Revisitar as ideias de Marx

"Marx foi um pensador do século XIX' é o nome do primeiro capítulo do ensaio. Aqui, a constatação, aparentemente óbvia, implica levar em consideração os próprios limites do autor, dado o universo cultural e o repertório de ideias acessíveis a um pensador naquele momento e naquelas circunstâncias históricas. Trata-se, acreditamos, do velho problema do 'anacronismo' discutido pelos historiadores. Anacronismo, em primeiro lugar, correspondendo à análise de personagens do passado que não leva em consideração o fato de que aqueles mesmos personagens não terem tido acesso aos acontecimentos subsequentes à sua produção em vida, contrariando eventualmente seus prognósticos.
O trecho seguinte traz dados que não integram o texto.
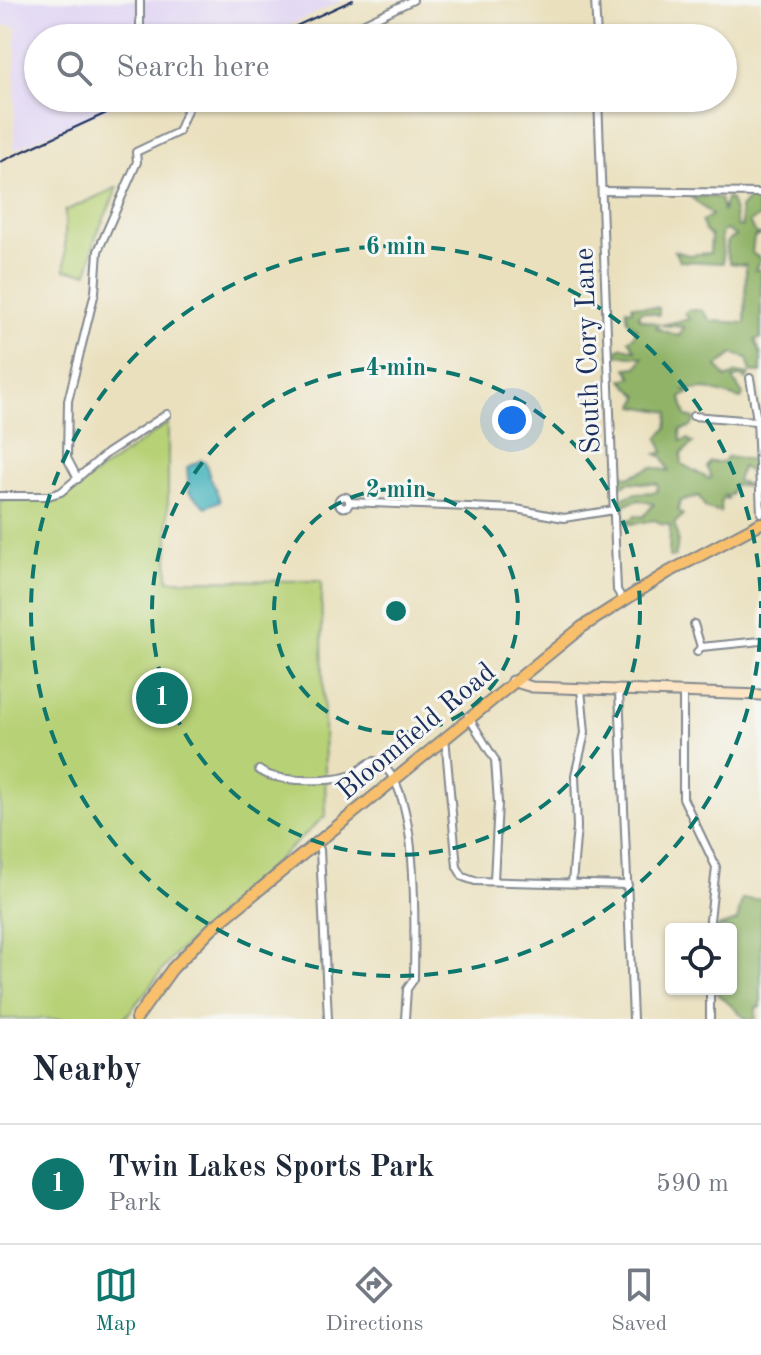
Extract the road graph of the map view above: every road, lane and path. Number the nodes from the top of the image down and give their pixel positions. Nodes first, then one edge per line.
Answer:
1 (140, 0) edge
2 (413, 0) edge
3 (595, 0) edge
4 (140, 24) edge
5 (362, 24) edge
6 (596, 24) edge
7 (186, 112) edge
8 (599, 112) edge
9 (602, 191) junction
10 (761, 193) edge
11 (750, 378) dead end
12 (167, 414) dead end
13 (693, 416) dead end
14 (759, 418) edge
15 (78, 479) junction
16 (0, 496) edge
17 (349, 502) dead end
18 (614, 510) junction
19 (761, 513) edge
20 (761, 523) edge
21 (623, 600) junction
22 (694, 624) dead end
23 (761, 641) edge
24 (512, 681) junction
25 (581, 689) junction
26 (619, 691) junction
27 (683, 693) junction
28 (761, 695) edge
29 (468, 716) junction
30 (445, 736) junction
31 (259, 770) dead end
32 (393, 780) junction
33 (317, 843) junction
34 (494, 880) junction
35 (572, 883) junction
36 (628, 885) junction
37 (710, 923) edge
38 (710, 995) edge
39 (136, 1019) edge
40 (328, 1019) edge
41 (405, 1019) edge
42 (633, 1019) edge
43 (710, 1019) edge

1 - 4 street
2 - 5 street
3 - 6 street
7 - 15 street
8 - 9 street, South Cory Lane
9 - 10 street
9 - 18 street, South Cory Lane
11 - 14 street
12 - 15 street
13 - 14 street
14 - 19 street
15 - 16 street
17 - 18 street
18 - 21 street, South Cory Lane
20 - 21 main road, Bloomfield Road
21 - 24 main road, Bloomfield Road
22 - 23 street
24 - 25 street
24 - 29 main road, Bloomfield Road
25 - 26 street
25 - 35 street
26 - 27 street
26 - 36 street
27 - 28 street
27 - 37 street
29 - 30 main road, Bloomfield Road
29 - 34 street
30 - 32 main road, Bloomfield Road
30 - 34 street
31 - 32 street
32 - 33 main road, Bloomfield Road
32 - 41 street
33 - 39 main road, Bloomfield Road
33 - 40 street
34 - 35 street
35 - 36 street
36 - 42 street
38 - 43 street

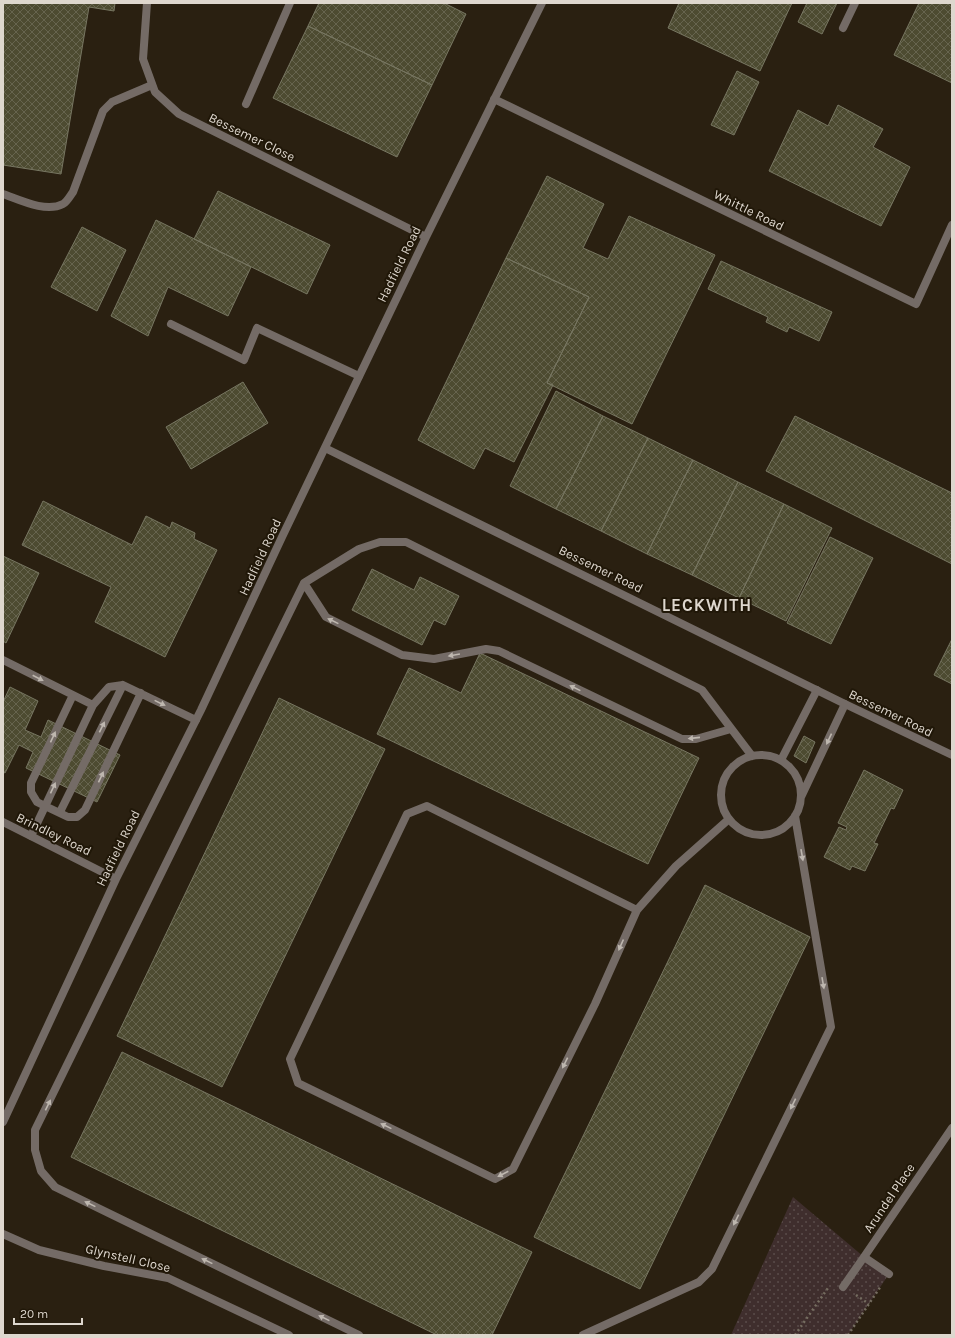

Anacronismo, em segundo lugar, em certa recepção das ideias de Marx como uma doutrina a partir da qual a realidade deve se adequar de maneira esquemática.

Nesse sentido, um fato bastante emblemático tratado por Leandro Konder refere-se às ambigüidades entre as ideias revolucionárias de Karl Marx sobre o problema da consciência política e alienação e a sua conduta própria em vida. Marx lança as bases de um entendimento revolucionário do homem e sua formação de consciência, avançando sobre certa tradição, marcadamente ideológica, que busca encontrar traços mais ou menos universais do ser humano num plano distante das relações de trabalho e sociabilidade. Para Marx, a consciência é produto da experiência humana concreta que se dá, de forma privilegiada, a partir das relações de trabalho, que se modificam e possuem certa dinâmica correspondente aos estágios do desenvolvimento histórico. Ocorre que o indivíduo Marx também é produto de seu tempo. Mesmo lançando as bases de uma teoria crítica radical da realidade, ainda tem seu universo cultural relacionado ao conjunto de ideias disponíveis a um intelectual do séc. XIX e reproduz as práticas sociais de um homem da Inglaterra vitoriana. É conhecido, por exemplo, o etnocentrismo com que o velho Marx tratou as lutas de emancipação na América Latina. Em carta escrita ao genro cubano Paul Lafargue, relatada por Konder, Marx soa claramente racista. E, na verdade, as próprias ideias de Marx, particularmente suas análises sobre a alienação, o estranhamento do homem em relação à vida individualista e solitária no capitalismo, cria condições para se entender as contradições de sua prática em vida.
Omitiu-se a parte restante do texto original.